_DESCRIPTION OF THE TASK_
Once the pictures are removed, reproduce what is left of the data below exactly.

☆ ☆ ☆

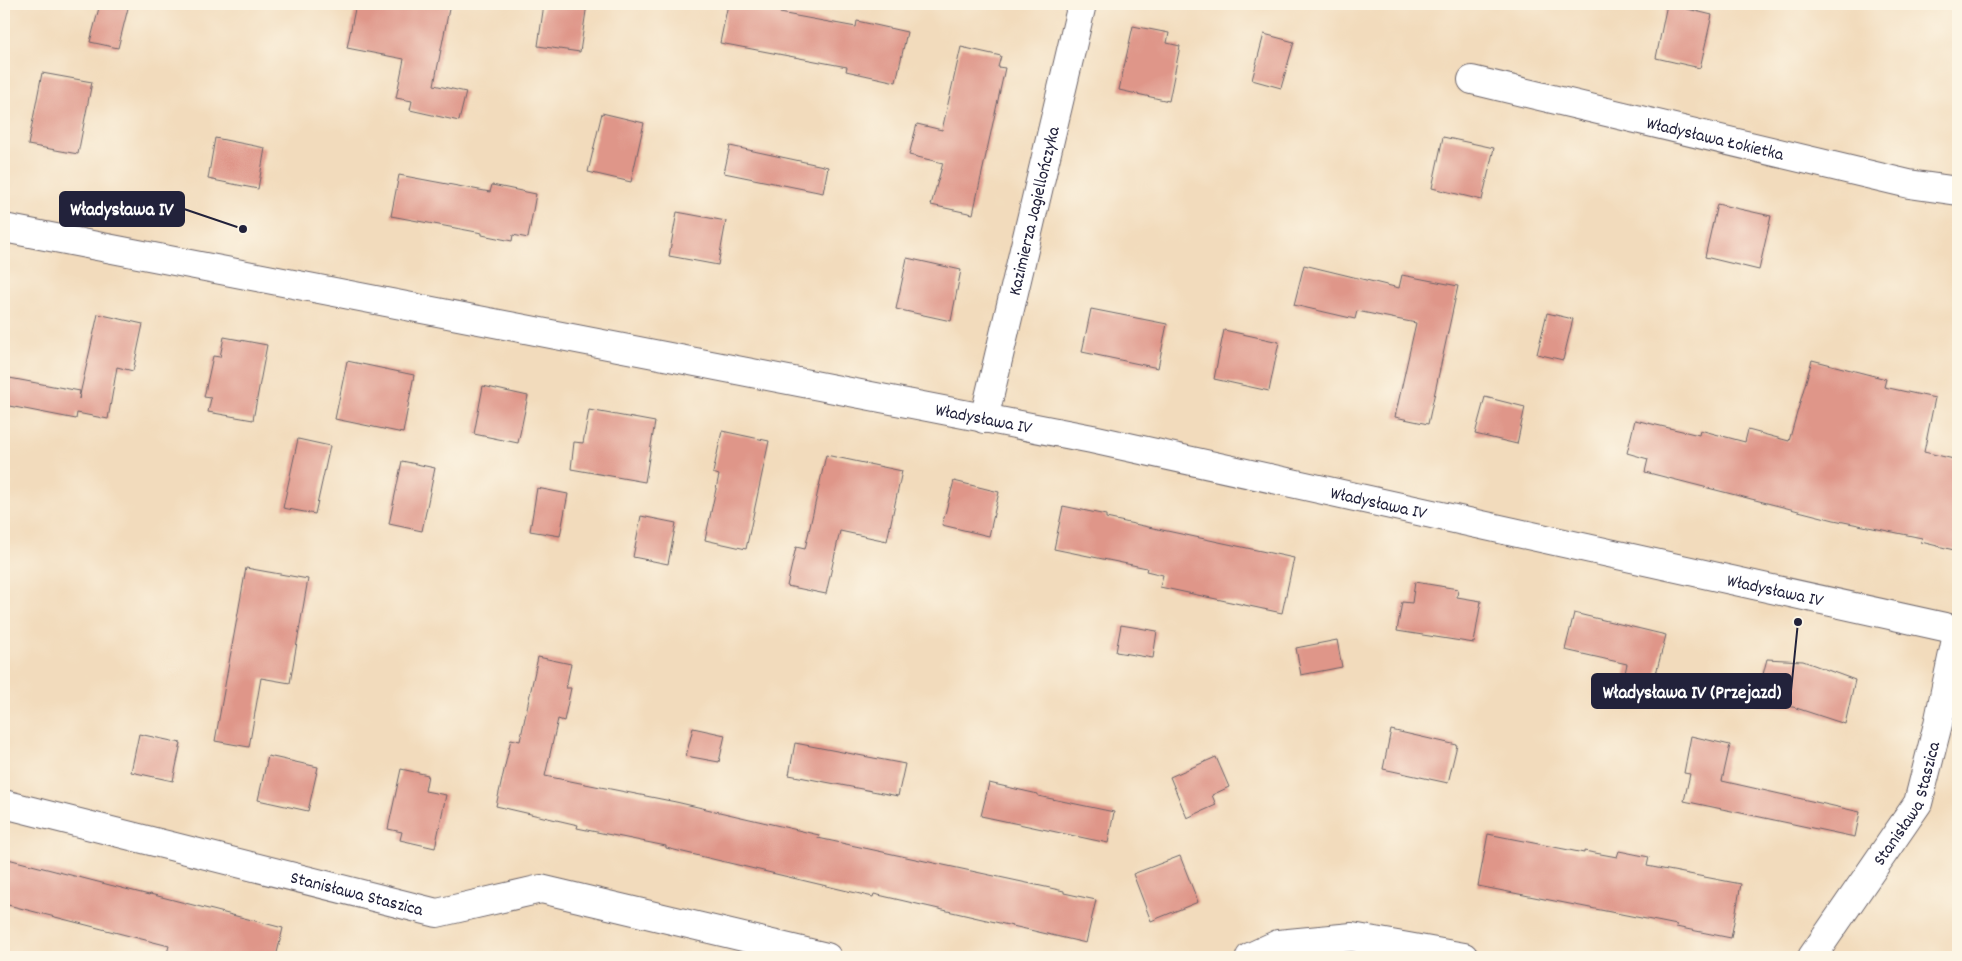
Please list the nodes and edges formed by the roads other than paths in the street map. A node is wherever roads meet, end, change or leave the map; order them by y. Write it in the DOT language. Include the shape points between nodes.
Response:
graph roads {
  1 [pos="1074,5"];
  2 [pos="1472,80"];
  3 [pos="1958,191"];
  4 [pos="4,228"];
  5 [pos="984,419"];
  6 [pos="1958,630"];
  7 [pos="4,804"];
  8 [pos="827,957"];
  9 [pos="1250,957"];
  10 [pos="1464,957"];
  11 [pos="1812,957"];
  1 -- 5 [label="street, Kazimierza Jagiellończyka"];
  2 -- 3 [label="street, Władysława Łokietka" via="1909,184"];
  4 -- 5 [label="street, Władysława IV"];
  5 -- 6 [label="street, Władysława IV" via="1092,439"];
  6 -- 11 [label="street, Stanisława Staszica" via="1918,803"];
  7 -- 8 [label="street, Stanisława Staszica" via="437,913 541,889"];
  9 -- 10 [label="street" via="1278,944 1352,938"];
}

☆ ☆ ☆

_WRITTEN SOLUTION_
Please list the nodes and edges formed by the roads other than paths in the street map. A node is wherever roads meet, end, change or leave the map; order them by y. Write it in the DOT language. Include the shape points between nodes.
Response:
graph roads {
  1 [pos="1074,5"];
  2 [pos="1472,80"];
  3 [pos="1958,191"];
  4 [pos="4,228"];
  5 [pos="984,419"];
  6 [pos="1958,630"];
  7 [pos="4,804"];
  8 [pos="827,957"];
  9 [pos="1250,957"];
  10 [pos="1464,957"];
  11 [pos="1812,957"];
  1 -- 5 [label="street, Kazimierza Jagiellończyka"];
  2 -- 3 [label="street, Władysława Łokietka" via="1909,184"];
  4 -- 5 [label="street, Władysława IV"];
  5 -- 6 [label="street, Władysława IV" via="1092,439"];
  6 -- 11 [label="street, Stanisława Staszica" via="1918,803"];
  7 -- 8 [label="street, Stanisława Staszica" via="437,913 541,889"];
  9 -- 10 [label="street" via="1278,944 1352,938"];
}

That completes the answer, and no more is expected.